[Stored items]

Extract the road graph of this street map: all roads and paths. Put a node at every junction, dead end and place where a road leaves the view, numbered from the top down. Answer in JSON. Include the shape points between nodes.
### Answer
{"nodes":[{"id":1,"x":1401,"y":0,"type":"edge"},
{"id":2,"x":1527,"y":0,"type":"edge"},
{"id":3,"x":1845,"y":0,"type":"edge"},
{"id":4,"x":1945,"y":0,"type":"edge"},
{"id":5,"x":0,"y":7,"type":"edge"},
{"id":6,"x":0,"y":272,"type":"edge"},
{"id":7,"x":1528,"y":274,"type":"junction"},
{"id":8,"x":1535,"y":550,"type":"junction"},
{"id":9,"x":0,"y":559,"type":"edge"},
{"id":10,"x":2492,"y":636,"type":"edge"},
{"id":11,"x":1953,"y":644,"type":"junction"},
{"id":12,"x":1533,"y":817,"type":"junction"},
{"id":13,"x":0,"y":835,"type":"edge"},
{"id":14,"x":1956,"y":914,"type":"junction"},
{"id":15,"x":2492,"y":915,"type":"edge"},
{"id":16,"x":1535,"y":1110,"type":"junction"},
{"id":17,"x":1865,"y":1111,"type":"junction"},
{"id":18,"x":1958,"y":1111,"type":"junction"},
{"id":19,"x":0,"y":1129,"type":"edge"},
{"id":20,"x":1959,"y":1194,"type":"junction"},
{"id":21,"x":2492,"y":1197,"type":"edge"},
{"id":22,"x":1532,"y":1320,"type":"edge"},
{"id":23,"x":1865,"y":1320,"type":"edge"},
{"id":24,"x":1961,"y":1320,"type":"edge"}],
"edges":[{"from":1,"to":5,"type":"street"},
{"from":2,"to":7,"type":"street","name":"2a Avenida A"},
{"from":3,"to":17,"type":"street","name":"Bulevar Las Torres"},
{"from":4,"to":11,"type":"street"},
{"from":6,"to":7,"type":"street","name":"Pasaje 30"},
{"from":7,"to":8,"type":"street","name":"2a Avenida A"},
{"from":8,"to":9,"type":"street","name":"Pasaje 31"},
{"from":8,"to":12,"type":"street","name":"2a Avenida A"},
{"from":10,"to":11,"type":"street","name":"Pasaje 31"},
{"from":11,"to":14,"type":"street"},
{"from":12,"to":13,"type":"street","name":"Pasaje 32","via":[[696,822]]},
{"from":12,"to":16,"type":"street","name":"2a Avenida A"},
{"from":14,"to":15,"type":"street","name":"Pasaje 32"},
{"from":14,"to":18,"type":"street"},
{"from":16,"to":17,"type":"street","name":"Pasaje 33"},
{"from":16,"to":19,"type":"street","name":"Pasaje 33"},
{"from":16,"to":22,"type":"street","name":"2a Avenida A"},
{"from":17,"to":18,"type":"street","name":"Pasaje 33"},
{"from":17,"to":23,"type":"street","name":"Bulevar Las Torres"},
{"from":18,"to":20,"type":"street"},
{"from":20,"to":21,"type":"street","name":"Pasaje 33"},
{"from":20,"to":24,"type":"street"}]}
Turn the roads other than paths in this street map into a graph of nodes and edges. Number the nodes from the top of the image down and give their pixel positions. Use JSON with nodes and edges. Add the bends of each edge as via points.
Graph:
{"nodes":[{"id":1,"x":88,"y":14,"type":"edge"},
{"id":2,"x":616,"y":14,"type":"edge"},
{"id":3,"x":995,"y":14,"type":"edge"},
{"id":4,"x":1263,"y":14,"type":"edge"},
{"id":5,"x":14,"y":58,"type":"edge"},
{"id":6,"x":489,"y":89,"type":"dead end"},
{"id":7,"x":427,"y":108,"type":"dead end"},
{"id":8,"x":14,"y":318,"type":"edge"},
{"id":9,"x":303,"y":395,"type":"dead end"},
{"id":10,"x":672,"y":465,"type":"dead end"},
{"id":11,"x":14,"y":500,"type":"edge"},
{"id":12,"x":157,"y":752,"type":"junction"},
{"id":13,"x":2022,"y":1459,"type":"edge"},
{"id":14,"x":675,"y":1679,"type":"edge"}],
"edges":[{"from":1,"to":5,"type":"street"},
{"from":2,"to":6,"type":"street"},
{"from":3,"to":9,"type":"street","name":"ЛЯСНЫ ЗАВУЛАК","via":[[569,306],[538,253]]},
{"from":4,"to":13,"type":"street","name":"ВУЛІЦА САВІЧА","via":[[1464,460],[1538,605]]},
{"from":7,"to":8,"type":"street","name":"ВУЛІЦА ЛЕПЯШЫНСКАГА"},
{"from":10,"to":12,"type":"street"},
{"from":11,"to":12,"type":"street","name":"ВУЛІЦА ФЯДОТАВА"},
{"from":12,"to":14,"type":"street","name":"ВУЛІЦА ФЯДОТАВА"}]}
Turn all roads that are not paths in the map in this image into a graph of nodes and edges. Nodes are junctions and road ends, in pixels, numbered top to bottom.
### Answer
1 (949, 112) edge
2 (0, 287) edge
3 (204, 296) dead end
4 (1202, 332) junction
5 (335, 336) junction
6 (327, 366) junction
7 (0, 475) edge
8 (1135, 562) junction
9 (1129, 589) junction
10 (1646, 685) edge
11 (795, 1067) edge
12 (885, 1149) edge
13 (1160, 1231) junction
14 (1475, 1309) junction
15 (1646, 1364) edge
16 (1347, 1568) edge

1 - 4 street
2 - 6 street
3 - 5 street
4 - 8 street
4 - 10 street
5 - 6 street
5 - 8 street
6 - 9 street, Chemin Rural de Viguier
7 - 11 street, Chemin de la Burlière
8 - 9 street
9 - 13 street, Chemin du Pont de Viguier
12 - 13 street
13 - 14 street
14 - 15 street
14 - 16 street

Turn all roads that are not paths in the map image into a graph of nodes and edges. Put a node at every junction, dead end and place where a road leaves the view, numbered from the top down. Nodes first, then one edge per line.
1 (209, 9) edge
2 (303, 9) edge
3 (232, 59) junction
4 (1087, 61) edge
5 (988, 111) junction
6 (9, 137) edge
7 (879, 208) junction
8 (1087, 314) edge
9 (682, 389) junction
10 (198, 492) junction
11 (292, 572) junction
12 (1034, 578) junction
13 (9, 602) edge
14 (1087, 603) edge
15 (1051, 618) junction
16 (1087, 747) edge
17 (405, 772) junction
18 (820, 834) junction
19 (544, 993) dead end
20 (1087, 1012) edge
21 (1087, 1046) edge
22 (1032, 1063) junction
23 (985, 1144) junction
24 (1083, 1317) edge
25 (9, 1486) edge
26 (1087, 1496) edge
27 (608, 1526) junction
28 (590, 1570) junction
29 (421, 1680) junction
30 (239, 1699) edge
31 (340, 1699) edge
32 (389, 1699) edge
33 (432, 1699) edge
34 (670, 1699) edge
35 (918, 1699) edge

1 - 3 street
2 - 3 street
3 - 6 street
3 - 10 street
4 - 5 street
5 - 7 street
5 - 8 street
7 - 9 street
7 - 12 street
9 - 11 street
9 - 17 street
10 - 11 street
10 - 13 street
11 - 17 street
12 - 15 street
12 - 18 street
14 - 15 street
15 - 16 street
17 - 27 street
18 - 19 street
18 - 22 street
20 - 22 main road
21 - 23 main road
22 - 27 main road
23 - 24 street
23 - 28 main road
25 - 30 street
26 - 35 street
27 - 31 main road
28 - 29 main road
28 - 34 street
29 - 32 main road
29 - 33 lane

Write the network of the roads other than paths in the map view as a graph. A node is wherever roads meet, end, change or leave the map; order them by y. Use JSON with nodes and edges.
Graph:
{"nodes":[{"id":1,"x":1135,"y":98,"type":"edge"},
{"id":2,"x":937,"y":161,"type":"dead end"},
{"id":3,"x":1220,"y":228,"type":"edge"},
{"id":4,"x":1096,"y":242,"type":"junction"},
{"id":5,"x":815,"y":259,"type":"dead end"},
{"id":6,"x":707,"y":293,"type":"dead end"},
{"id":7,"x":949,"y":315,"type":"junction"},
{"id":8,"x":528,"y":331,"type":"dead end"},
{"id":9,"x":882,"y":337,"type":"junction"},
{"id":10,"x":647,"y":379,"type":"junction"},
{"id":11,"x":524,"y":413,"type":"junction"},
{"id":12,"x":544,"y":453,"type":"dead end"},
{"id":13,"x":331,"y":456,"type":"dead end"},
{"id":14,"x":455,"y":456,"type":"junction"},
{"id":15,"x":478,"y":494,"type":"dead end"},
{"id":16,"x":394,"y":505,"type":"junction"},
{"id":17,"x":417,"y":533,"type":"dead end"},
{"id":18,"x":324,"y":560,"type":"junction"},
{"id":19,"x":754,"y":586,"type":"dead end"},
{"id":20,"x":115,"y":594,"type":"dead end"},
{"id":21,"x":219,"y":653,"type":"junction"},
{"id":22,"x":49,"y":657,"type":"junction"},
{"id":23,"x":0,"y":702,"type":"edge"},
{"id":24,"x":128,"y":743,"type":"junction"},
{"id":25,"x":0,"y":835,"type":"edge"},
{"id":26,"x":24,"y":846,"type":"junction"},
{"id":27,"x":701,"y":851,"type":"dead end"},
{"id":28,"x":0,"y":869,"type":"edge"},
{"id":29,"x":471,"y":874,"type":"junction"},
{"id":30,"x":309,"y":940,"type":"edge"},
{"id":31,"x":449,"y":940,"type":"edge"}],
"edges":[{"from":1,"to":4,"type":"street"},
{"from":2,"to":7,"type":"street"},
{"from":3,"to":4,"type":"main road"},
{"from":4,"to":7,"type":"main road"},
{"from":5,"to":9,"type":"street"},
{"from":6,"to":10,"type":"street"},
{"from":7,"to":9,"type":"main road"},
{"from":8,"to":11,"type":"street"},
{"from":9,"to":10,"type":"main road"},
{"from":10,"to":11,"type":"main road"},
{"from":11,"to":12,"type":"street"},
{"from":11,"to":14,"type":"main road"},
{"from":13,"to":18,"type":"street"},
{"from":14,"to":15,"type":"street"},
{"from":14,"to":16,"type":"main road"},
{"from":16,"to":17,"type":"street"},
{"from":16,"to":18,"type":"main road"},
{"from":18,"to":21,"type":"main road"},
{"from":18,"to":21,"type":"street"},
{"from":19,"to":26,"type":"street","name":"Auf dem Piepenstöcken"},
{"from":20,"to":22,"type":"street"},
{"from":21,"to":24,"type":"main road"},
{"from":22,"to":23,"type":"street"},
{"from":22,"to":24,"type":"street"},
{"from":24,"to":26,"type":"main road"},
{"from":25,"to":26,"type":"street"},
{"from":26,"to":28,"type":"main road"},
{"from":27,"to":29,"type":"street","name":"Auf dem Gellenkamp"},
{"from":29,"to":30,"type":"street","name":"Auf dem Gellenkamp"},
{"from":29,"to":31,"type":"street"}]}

▶ What is required:
Collect from the data above every line that includes "into".

▶ Task answer:
Turn the roads other than paths in this street map into a graph of nodes and edges. Number the nodes from the top of the image down and give their pixel positions. Use JSON with nodes and edges. Add the bends of each edge as via points.
Turn all roads that are not paths in the map in this image into a graph of nodes and edges. Nodes are junctions and road ends, in pixels, numbered top to bottom.
Turn all roads that are not paths in the map image into a graph of nodes and edges. Put a node at every junction, dead end and place where a road leaves the view, numbered from the top down. Nodes first, then one edge per line.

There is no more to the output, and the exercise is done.